Extracted entries:
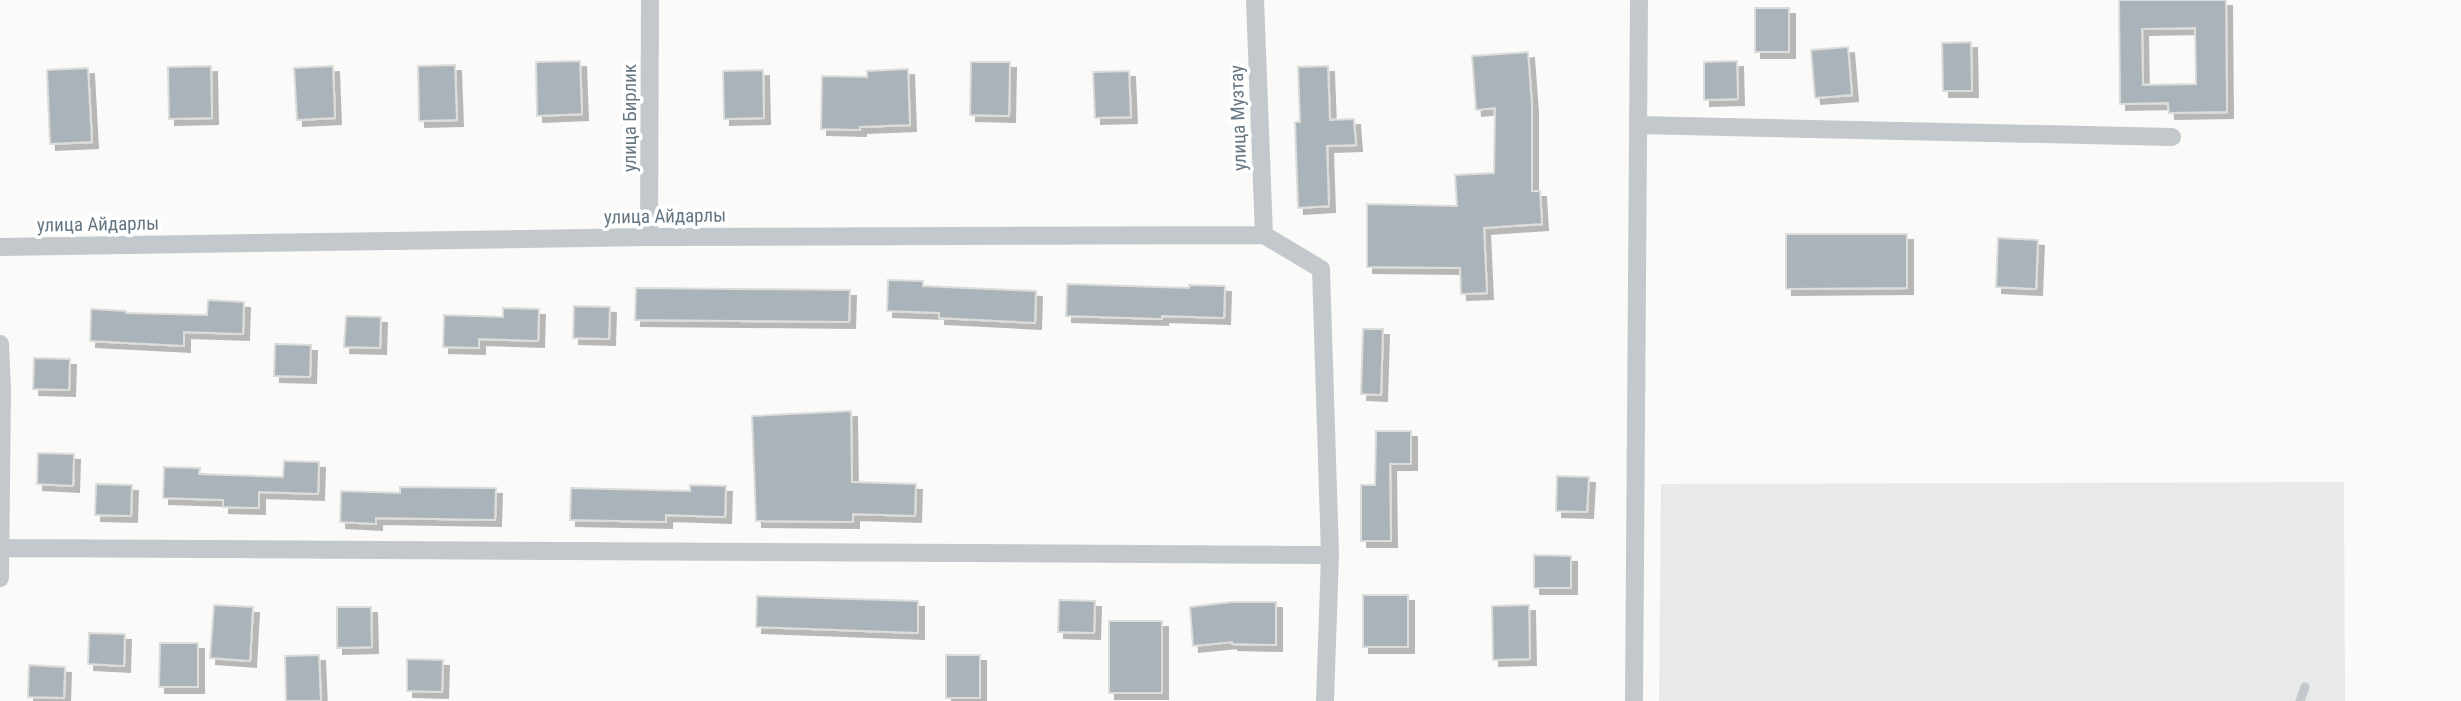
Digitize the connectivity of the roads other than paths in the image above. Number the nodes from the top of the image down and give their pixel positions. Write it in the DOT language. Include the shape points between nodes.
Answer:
graph roads {
  1 [pos="650,0"];
  2 [pos="1255,0"];
  3 [pos="1639,0"];
  4 [pos="1638,125"];
  5 [pos="2172,137"];
  6 [pos="1264,235"];
  7 [pos="649,237"];
  8 [pos="0,247"];
  9 [pos="0,344"];
  10 [pos="0,548"];
  11 [pos="1330,555"];
  12 [pos="0,578"];
  13 [pos="2305,687"];
  14 [pos="1325,701"];
  15 [pos="1634,701"];
  16 [pos="2300,701"];
  1 -- 7 [label="street, улица Бирлик"];
  2 -- 6 [label="street, улица Музтау"];
  3 -- 4 [label="street"];
  4 -- 5 [label="street"];
  4 -- 15 [label="street"];
  6 -- 7 [label="street, улица Айдарлы"];
  6 -- 11 [label="street" via="1321,269"];
  7 -- 8 [label="street, улица Айдарлы"];
  9 -- 10 [label="street"];
  10 -- 11 [label="street"];
  10 -- 12 [label="street"];
  11 -- 14 [label="street"];
  13 -- 16 [label="lane"];
}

Problem statement: Copy the listing exactly, omitting pictures.

Solution to this exercise:
Digitize the connectivity of the roads other than paths in the image above. Number the nodes from the top of the image down and give their pixel positions. Write it in the DOT language. Include the shape points between nodes.
Answer:
graph roads {
  1 [pos="650,0"];
  2 [pos="1255,0"];
  3 [pos="1639,0"];
  4 [pos="1638,125"];
  5 [pos="2172,137"];
  6 [pos="1264,235"];
  7 [pos="649,237"];
  8 [pos="0,247"];
  9 [pos="0,344"];
  10 [pos="0,548"];
  11 [pos="1330,555"];
  12 [pos="0,578"];
  13 [pos="2305,687"];
  14 [pos="1325,701"];
  15 [pos="1634,701"];
  16 [pos="2300,701"];
  1 -- 7 [label="street, улица Бирлик"];
  2 -- 6 [label="street, улица Музтау"];
  3 -- 4 [label="street"];
  4 -- 5 [label="street"];
  4 -- 15 [label="street"];
  6 -- 7 [label="street, улица Айдарлы"];
  6 -- 11 [label="street" via="1321,269"];
  7 -- 8 [label="street, улица Айдарлы"];
  9 -- 10 [label="street"];
  10 -- 11 [label="street"];
  10 -- 12 [label="street"];
  11 -- 14 [label="street"];
  13 -- 16 [label="lane"];
}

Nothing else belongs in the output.